- **Task details**:
Look through the material below and give the number of lines holding "Jepang", with no other words.

- **Input data**:
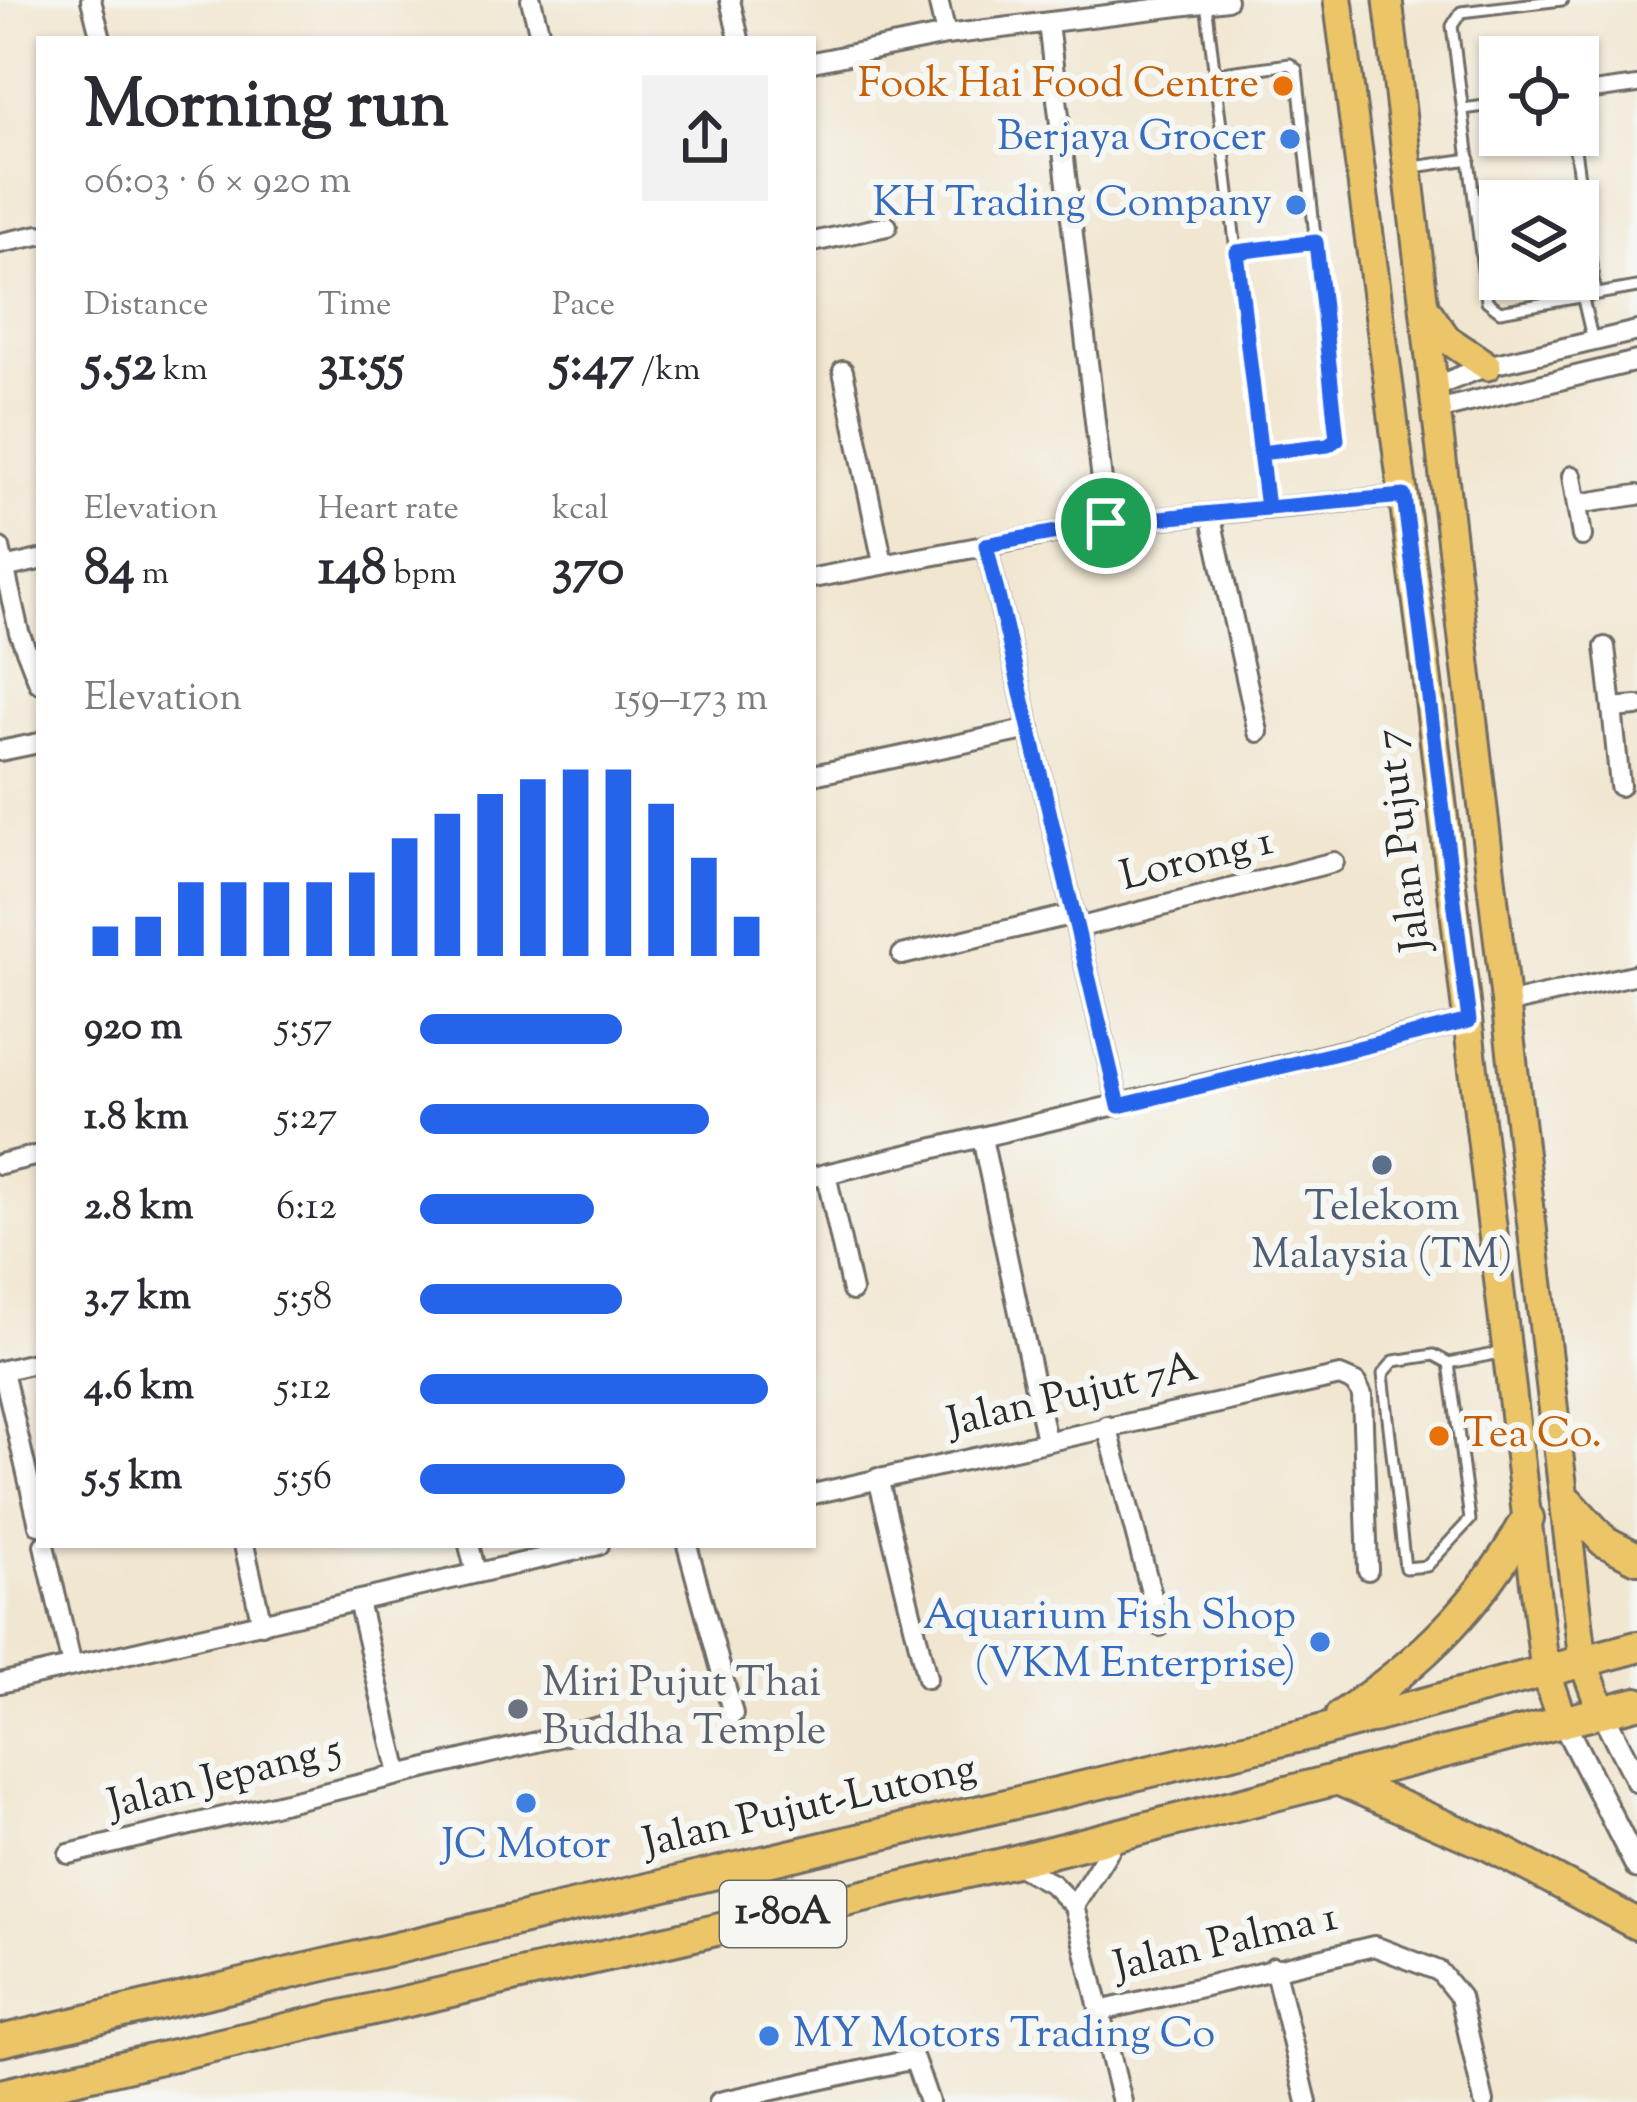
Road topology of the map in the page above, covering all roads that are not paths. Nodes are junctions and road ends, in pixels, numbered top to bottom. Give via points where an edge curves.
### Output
1 (91, 0) edge
2 (531, 0) edge
3 (730, 0) edge
4 (938, 0) edge
5 (1227, 0) edge
6 (1338, 0) edge
7 (1388, 0) edge
8 (1562, 0) edge
9 (1206, 2) edge
10 (1048, 23) junction
11 (946, 34) junction
12 (100, 36) edge
13 (540, 36) edge
14 (738, 36) edge
15 (816, 61) edge
16 (1214, 74) junction
17 (1637, 85) edge
18 (1599, 90) edge
19 (1479, 107) edge
20 (1463, 109) junction
21 (1470, 160) junction
22 (1408, 167) junction
23 (1479, 221) edge
24 (887, 226) dead end
25 (36, 236) edge
26 (816, 241) edge
27 (1316, 242) junction
28 (0, 243) edge
29 (1237, 252) junction
30 (1637, 287) edge
31 (1599, 292) edge
32 (1491, 300) edge
33 (1560, 300) edge
34 (1583, 300) edge
35 (1423, 306) junction
36 (1637, 331) edge
37 (1593, 342) junction
38 (1637, 361) edge
39 (1487, 366) junction
40 (1600, 368) junction
41 (843, 371) dead end
42 (1432, 399) junction
43 (1260, 453) junction
44 (1572, 476) dead end
45 (1637, 495) edge
46 (1404, 496) junction
47 (1577, 504) junction
48 (1267, 508) junction
49 (1210, 514) junction
50 (1106, 523) junction
51 (1582, 536) dead end
52 (986, 545) junction
53 (2, 558) edge
54 (36, 560) edge
55 (883, 563) junction
56 (816, 577) edge
57 (1605, 647) dead end
58 (1424, 652) junction
59 (36, 677) edge
60 (1637, 706) edge
61 (1612, 708) junction
62 (1030, 729) junction
63 (1258, 732) dead end
64 (36, 744) edge
65 (0, 751) edge
66 (816, 774) edge
67 (1620, 786) dead end
68 (1334, 862) dead end
69 (1075, 921) junction
70 (902, 955) dead end
71 (1637, 974) edge
72 (1510, 1003) junction
73 (1469, 1021) junction
74 (1119, 1106) junction
75 (982, 1138) junction
76 (36, 1156) edge
77 (0, 1164) edge
78 (817, 1174) edge
79 (852, 1292) dead end
80 (1511, 1352) junction
81 (36, 1363) edge
82 (1449, 1363) junction
83 (2, 1371) edge
84 (1383, 1374) junction
85 (1352, 1381) junction
86 (1107, 1426) junction
87 (1046, 1439) junction
88 (878, 1478) junction
89 (816, 1493) edge
90 (1568, 1502) junction
91 (36, 1513) edge
92 (1528, 1518) junction
93 (45, 1548) edge
94 (245, 1548) edge
95 (470, 1548) edge
96 (586, 1548) edge
97 (688, 1548) edge
98 (1637, 1558) edge
99 (1368, 1570) dead end
100 (476, 1573) junction
101 (358, 1601) junction
102 (262, 1624) junction
103 (1160, 1625) dead end
104 (1637, 1647) edge
105 (1583, 1661) junction
106 (72, 1666) junction
107 (1545, 1671) junction
108 (926, 1678) dead end
109 (0, 1683) edge
110 (1637, 1703) edge
111 (1603, 1712) junction
112 (733, 1714) dead end
113 (1563, 1722) junction
114 (598, 1727) dead end
115 (1310, 1734) junction
116 (399, 1774) junction
117 (1336, 1778) junction
118 (1637, 1781) edge
119 (1119, 1834) junction
120 (69, 1854) dead end
121 (1011, 1862) junction
122 (1637, 1867) edge
123 (1074, 1906) junction
124 (1637, 1924) edge
125 (1274, 1967) junction
126 (1100, 2011) junction
127 (0, 2041) edge
128 (84, 2076) junction
129 (0, 2095) edge
130 (753, 2098) edge
131 (63, 2102) edge
132 (719, 2102) edge
133 (929, 2102) edge
134 (1122, 2102) edge
135 (1306, 2102) edge
136 (1484, 2102) edge

1 - 12 street
2 - 13 street
3 - 14 street
4 - 11 street
5 - 9 street
6 - 46 main road, Jalan Pujut 7
7 - 22 main road, Jalan Pujut 7
8 - 20 lane via 1462,12 1452,26
9 - 10 street
9 - 16 lane
10 - 11 street
10 - 50 street
11 - 15 street
16 - 27 lane via 1295,66
16 - 29 lane
17 - 18 street
19 - 20 lane
20 - 21 lane
21 - 22 lane
21 - 23 lane
22 - 35 main road, Jalan Pujut 7
24 - 26 street
25 - 28 street
27 - 29 lane
27 - 43 lane via 1337,439
29 - 43 lane
30 - 31 lane
32 - 33 lane via 1500,311
34 - 37 lane
35 - 39 main road via 1448,339
35 - 42 main road, Jalan Pujut 7
36 - 37 street
37 - 39 street
37 - 40 street
38 - 40 street
39 - 42 street
40 - 42 street
41 - 55 street
42 - 58 main road via 1406,423 1428,597
42 - 72 main road, Jalan Pujut 7
43 - 48 lane
44 - 47 street
45 - 47 street
46 - 48 street
46 - 58 main road, Jalan Pujut 7
47 - 51 street
48 - 49 street
49 - 50 street
49 - 63 street
50 - 52 street
52 - 55 street
52 - 62 street
53 - 54 street
53 - 59 street
55 - 56 street
57 - 61 street
58 - 73 main road, Jalan Pujut 7
60 - 61 street
61 - 67 street
62 - 66 street
62 - 69 street
64 - 65 street
68 - 69 street, Lorong 1
69 - 70 street, Lorong 1
69 - 74 street
71 - 72 street
72 - 90 main road, Jalan Pujut 7
73 - 74 street
73 - 80 main road, Jalan Pujut 7
74 - 75 street
75 - 78 street
75 - 87 street
76 - 77 street
78 - 79 street
80 - 82 lane
80 - 92 main road, Jalan Pujut 7
81 - 83 street
82 - 84 lane via 1433,1354 1394,1361
82 - 84 lane via 1471,1520 1427,1565 1405,1568
83 - 91 street
84 - 85 lane
85 - 86 street, Jalan Pujut 7A via 1329,1376
85 - 99 street via 1361,1395
86 - 87 street, Jalan Pujut 7A
86 - 103 street
87 - 88 street, Jalan Pujut 7A
88 - 89 street, Jalan Pujut 7A
88 - 108 street
90 - 98 highway via 1604,1541
90 - 105 main road, Jalan Pujut 7
92 - 107 main road, Jalan Pujut 7
92 - 115 highway via 1444,1637
93 - 106 street
94 - 102 street
95 - 100 street
96 - 100 street
97 - 112 street
100 - 101 street
101 - 102 street
101 - 116 street, Jalan Jepang 5
102 - 106 street
104 - 105 highway, Jalan Pujut-Lutong
105 - 107 highway, Jalan Pujut-Lutong
105 - 111 main road, Jalan Pujut 7
106 - 109 street
107 - 113 main road, Jalan Pujut 7
107 - 115 highway, Jalan Pujut-Lutong
110 - 111 highway, 1-80A
111 - 113 highway, 1-80A
111 - 118 street
113 - 117 highway, 1-80A
113 - 122 street
114 - 116 street, Jalan Jepang 5
115 - 127 highway, Jalan Pujut-Lutong
116 - 120 street, Jalan Jepang 5
117 - 119 highway, 1-80A
117 - 124 highway via 1540,1870
119 - 121 highway, 1-80A
119 - 123 street
121 - 123 street
121 - 128 highway, 1-80A
123 - 126 street
125 - 126 street, Jalan Palma 1
125 - 135 street
125 - 136 street, Jalan Palma 1 via 1374,1946 1439,1971 1460,1997
126 - 134 street
128 - 129 highway, 1-80A
128 - 131 street
130 - 132 street
130 - 133 street via 914,2059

- **Result of the task**:
3